SMCs are the main matrix-synthesizing cells in the vessel wall and are mostly located in the media layer [25]. The media layer provides the integrity of the vessel wall, and its thinning results in the CA formation [25]. During the early phases of CA formation, SMCs migrate to the intima layer and undergo phenotypic modulation via tumor necrosis factor-α (TNF-α), Kruppel-like transcription factor 4 (KLF-4), and interleukin-1β (IL-1β) that promotes inflammation and matrix breakdown [25, 44-46]. On the other hand, Zhang et al. found higher levels of Proteobacteria, Enterobacteriaceae, Anaerostipes, and Coprococcus in patients with abdominal aorta aneurysms with a direct effect on SMC integrity [47]. Furthermore, Ito et al. presented that the abundance of B. adolescentis decreased in patients with AAA related to loosening vessel walls [48]. The modulated SMCs are not able to provide the integrity of the vascular wall and synthesize collagen [25]. In case of rupture, SMCs are decreased and undergo apoptosis in the media layer, and the activity of caspases is increased [24, 49, 50]. Another cell that has a role in the pathogenesis of CAs is the mast cell [25]. Mast cells are major immune parts that actively play roles in neurodegenerative CNS diseases such as chronic pain, Parkinson's disease, and neurovascular [51- 53]. Dysbiosis in the gut-brain axis and an increase in the number of mast cells are observed during CA formation, and their degranulation results in the induction of the expression and activation of the MMPs [25]. A study demonstrated that the upregulation of mast cells is more in RAs than UIAs [43]. The inhibition of mast cells results in the prevention of CA progression [54].

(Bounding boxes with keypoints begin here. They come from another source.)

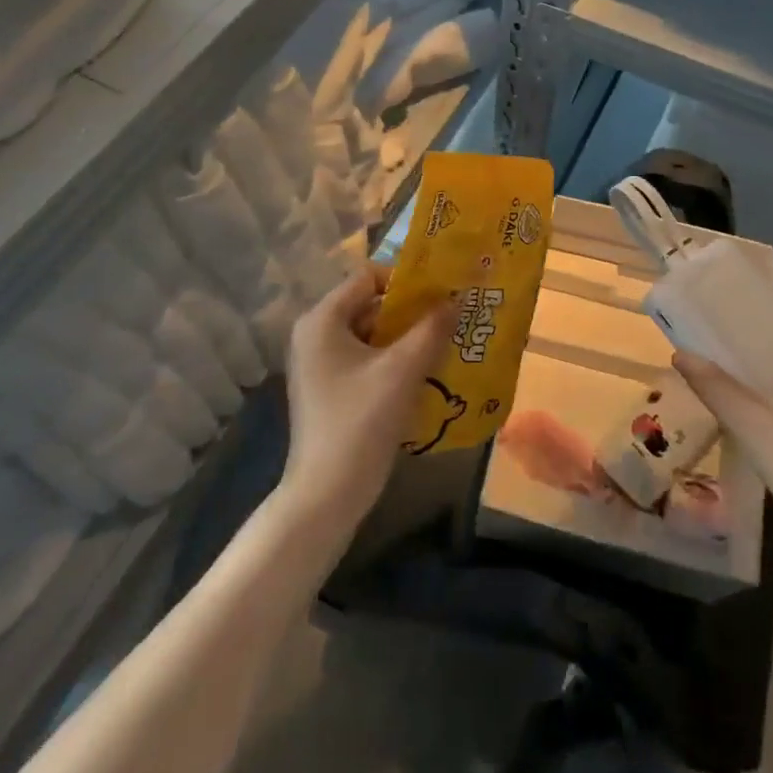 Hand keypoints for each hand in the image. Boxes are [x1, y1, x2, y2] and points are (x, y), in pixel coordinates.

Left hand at [278, 266, 454, 539]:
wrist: (325, 496)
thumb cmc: (360, 423)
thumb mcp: (402, 371)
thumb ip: (431, 329)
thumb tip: (457, 298)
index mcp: (322, 320)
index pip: (368, 276)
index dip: (405, 280)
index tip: (441, 292)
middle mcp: (315, 334)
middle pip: (369, 305)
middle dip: (411, 311)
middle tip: (450, 317)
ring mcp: (320, 364)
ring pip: (371, 334)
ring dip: (406, 337)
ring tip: (445, 343)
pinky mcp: (329, 389)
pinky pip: (366, 359)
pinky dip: (393, 360)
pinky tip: (425, 373) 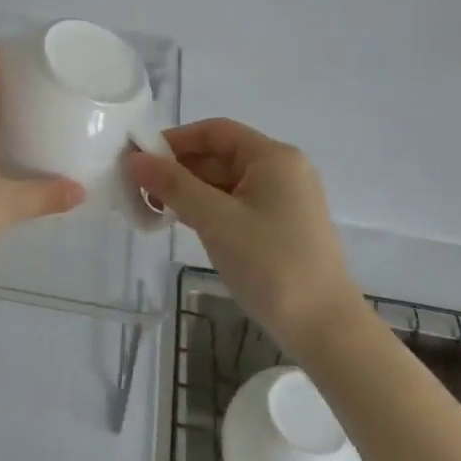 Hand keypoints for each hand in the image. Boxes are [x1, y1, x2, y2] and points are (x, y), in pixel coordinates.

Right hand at [127, 119, 364, 352]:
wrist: (326, 330)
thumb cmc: (271, 264)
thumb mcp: (215, 220)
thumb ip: (173, 185)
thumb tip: (134, 159)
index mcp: (273, 157)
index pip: (215, 131)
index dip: (175, 140)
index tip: (141, 159)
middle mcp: (283, 170)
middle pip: (220, 155)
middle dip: (179, 168)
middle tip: (141, 190)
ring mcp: (286, 200)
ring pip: (227, 181)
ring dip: (191, 191)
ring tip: (156, 210)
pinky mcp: (283, 227)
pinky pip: (238, 204)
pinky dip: (209, 208)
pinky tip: (185, 224) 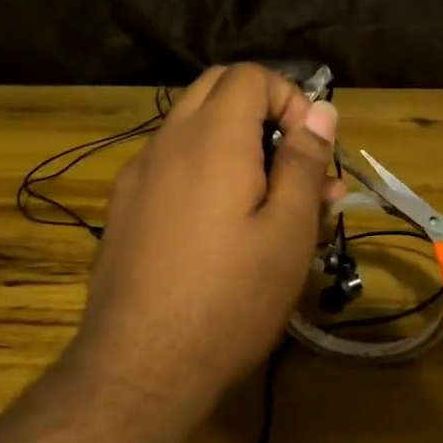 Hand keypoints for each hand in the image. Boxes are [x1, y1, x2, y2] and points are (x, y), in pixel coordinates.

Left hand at [67, 64, 338, 427]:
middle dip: (262, 114)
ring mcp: (136, 177)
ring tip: (271, 206)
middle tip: (294, 168)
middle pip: (214, 92)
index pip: (249, 76)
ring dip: (235, 148)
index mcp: (211, 139)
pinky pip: (171, 168)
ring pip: (191, 132)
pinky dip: (205, 174)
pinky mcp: (123, 210)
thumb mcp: (287, 233)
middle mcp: (165, 143)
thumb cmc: (230, 300)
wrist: (140, 366)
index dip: (290, 98)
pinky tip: (222, 229)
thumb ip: (304, 164)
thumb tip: (319, 112)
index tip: (311, 150) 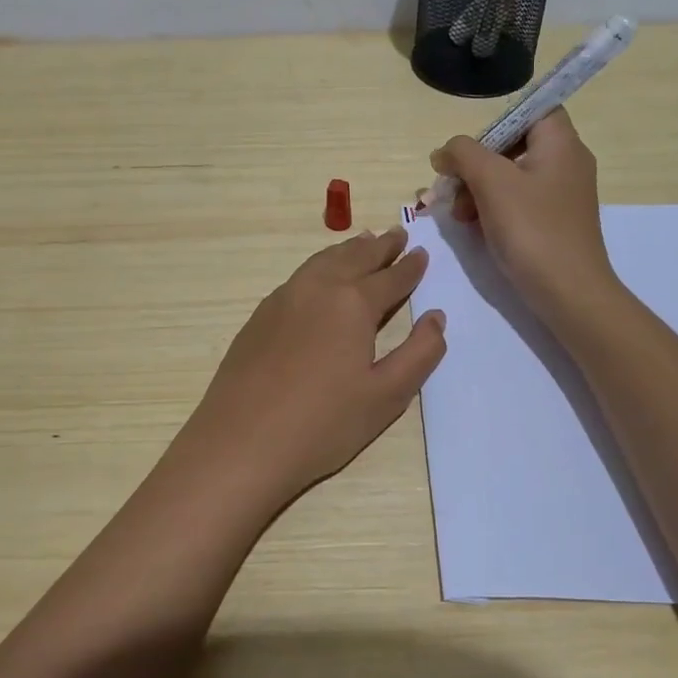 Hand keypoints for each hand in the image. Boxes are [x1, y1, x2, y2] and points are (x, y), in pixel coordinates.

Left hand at [175, 227, 446, 506]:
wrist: (241, 442)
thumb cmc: (323, 424)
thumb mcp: (386, 396)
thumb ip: (419, 353)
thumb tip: (436, 317)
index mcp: (353, 303)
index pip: (390, 277)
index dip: (410, 267)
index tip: (422, 252)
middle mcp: (317, 288)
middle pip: (355, 258)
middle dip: (380, 246)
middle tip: (397, 235)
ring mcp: (283, 298)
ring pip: (323, 261)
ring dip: (348, 250)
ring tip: (363, 242)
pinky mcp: (260, 315)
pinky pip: (300, 276)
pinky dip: (321, 265)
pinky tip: (321, 275)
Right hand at [430, 109, 616, 321]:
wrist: (570, 294)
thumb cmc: (533, 229)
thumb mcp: (491, 182)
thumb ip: (463, 154)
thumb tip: (445, 152)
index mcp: (561, 143)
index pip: (532, 109)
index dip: (498, 123)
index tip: (472, 149)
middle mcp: (567, 162)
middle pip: (514, 144)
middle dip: (476, 164)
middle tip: (453, 187)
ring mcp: (562, 194)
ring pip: (511, 176)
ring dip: (478, 189)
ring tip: (458, 215)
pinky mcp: (554, 221)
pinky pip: (518, 201)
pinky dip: (493, 208)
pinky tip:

Inflammatory cytokines play an important role in CAs, and TNFs and ILs are the most important ones [26]. TNF-α is the most important cytokine in the CA formation process. It activates neutrophils and lymphocytes, increases the permeability of vessels s the metabolic activity of tissues, and promotes the release of other cytokines [46, 55]. TNF-α promotes inflammation and apoptosis in vessels; subsequently, the vessel wall's weakening occurs, and the CAs are developed [46, 56]. The inhibition of TNF-α reduces the rupture rate of CAs in the animal model [46, 57]. ILs act on immune cells and lead to immune cells' maturation, activation, proliferation, and regulation [58]. IL-1 is an important factor in inflammation, immune regulation, and neurodegeneration [58]. IL-1β promotes the infiltration of immune cells and the formation of aneurysms [46]. Gut microbiota affects the formation of CAs via modulation of inflammation within the aneurysmal walls [10]. Another mechanism is attributed to the transmigration of gut bacteria into the cerebral vessels [10]. Shikata et al. induced gut microbiota depletion through an oral antibiotic cocktail of ampicillin, metronidazole, neomycin, and vancomycin. The gut microbiota depletion significantly reduced the development of CAs by means of decreasing macrophage infiltration and the expression of pro-inflammatory cytokines such as IL-1b and IL-6 in vascular wells [10]. Kawabata et al. demonstrated that cells infected with Campylobacter ureolyticus produced significantly higher levels of IL-8, MMP-8, MMP-9, myeloperoxidase, and human neutrophil elastase. Therefore, enhanced cytokines, neutrophil-derived proteolytic, and oxidative stress by Campylobacter may promote vascular remodeling of CA walls and ultimately, combined with hemodynamics and genetics, change UIA into RA [9].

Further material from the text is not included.